Task requirements. Leave the pictures out and restate every line below exactly.

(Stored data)
----

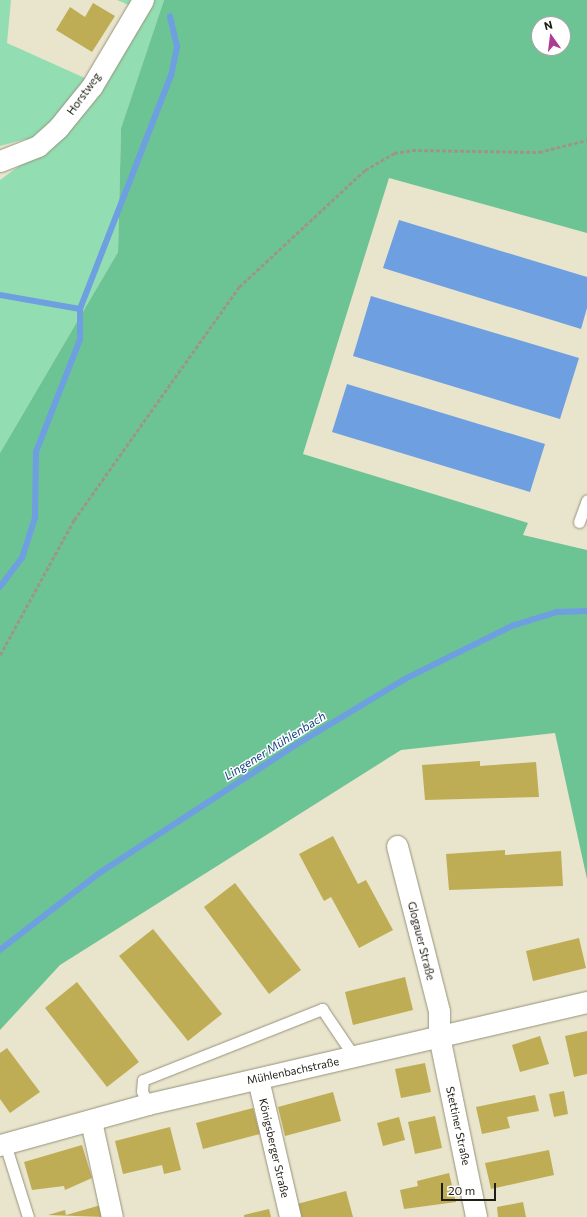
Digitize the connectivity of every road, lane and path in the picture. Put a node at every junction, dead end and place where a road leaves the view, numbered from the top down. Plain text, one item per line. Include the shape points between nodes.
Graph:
1 (143, 0) edge
2 (587, 140) edge
3 (0, 161) edge
4 (587, 500) edge
5 (579, 522) dead end
6 (0, 655) edge
7 (397, 846) dead end
8 (587, 1002) edge
9 (439, 1036) junction
10 (355, 1058) junction
11 (258, 1079) junction
12 (148, 1104) junction
13 (91, 1121) junction
14 (2, 1145) edge
15 (28, 1217) edge
16 (112, 1217) edge
17 (290, 1217) edge
18 (476, 1217) edge

1 - 3 street, Horstweg via 92,86 58,128 38,146
2 - 6 path via 539,152 412,150 394,153 365,170 239,287 74,520
4 - 5 lane
7 - 9 street, Glogauer Straße via 439,1011
8 - 9 street, Mühlenbachstraße
9 - 10 street, Mühlenbachstraße
9 - 18 street, Stettiner Straße
10 - 11 street, Mühlenbachstraße
10 - 12 lane via 322,1009 143,1080 142,1091
11 - 12 street, Mühlenbachstraße
11 - 17 street, Königsberger Straße
12 - 13 street, Mühlenbachstraße
13 - 14 street, Mühlenbachstraße
13 - 16 street
14 - 15 lane

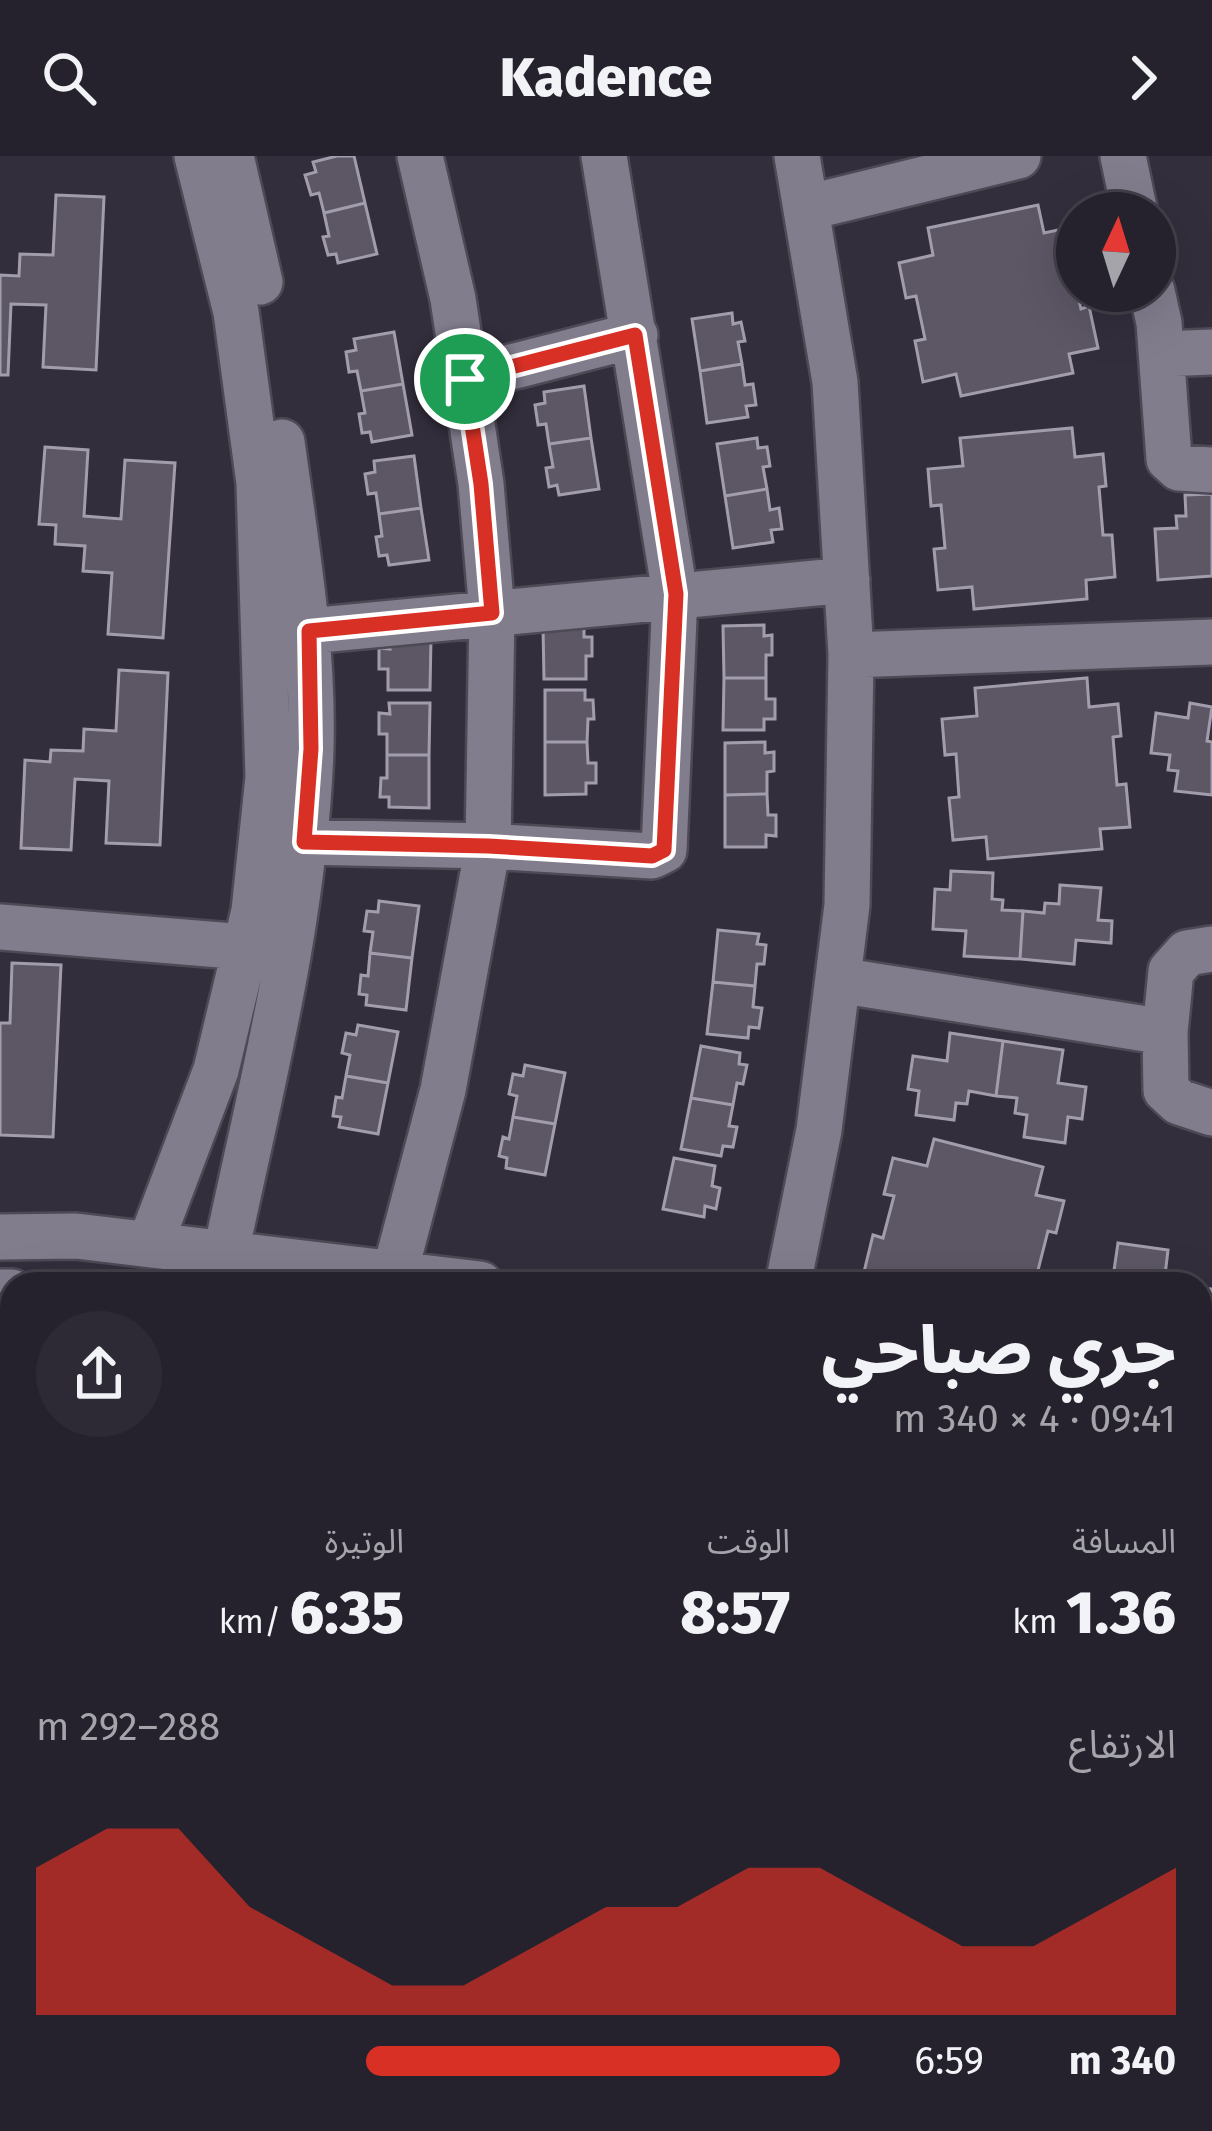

----

Output below.
Digitize the connectivity of every road, lane and path in the picture. Put a node at every junction, dead end and place where a road leaves the view, numbered from the top down. Plain text, one item per line. Include the shape points between nodes.
Graph:
1 (143, 0) edge
2 (587, 140) edge
3 (0, 161) edge
4 (587, 500) edge
5 (579, 522) dead end
6 (0, 655) edge
7 (397, 846) dead end
8 (587, 1002) edge
9 (439, 1036) junction
10 (355, 1058) junction
11 (258, 1079) junction
12 (148, 1104) junction
13 (91, 1121) junction
14 (2, 1145) edge
15 (28, 1217) edge
16 (112, 1217) edge
17 (290, 1217) edge
18 (476, 1217) edge

1 - 3 street, Horstweg via 92,86 58,128 38,146
2 - 6 path via 539,152 412,150 394,153 365,170 239,287 74,520
4 - 5 lane
7 - 9 street, Glogauer Straße via 439,1011
8 - 9 street, Mühlenbachstraße
9 - 10 street, Mühlenbachstraße
9 - 18 street, Stettiner Straße
10 - 11 street, Mühlenbachstraße
10 - 12 lane via 322,1009 143,1080 142,1091
11 - 12 street, Mühlenbachstraße
11 - 17 street, Königsberger Straße
12 - 13 street, Mühlenbachstraße
13 - 14 street, Mühlenbachstraße
13 - 16 street
14 - 15 lane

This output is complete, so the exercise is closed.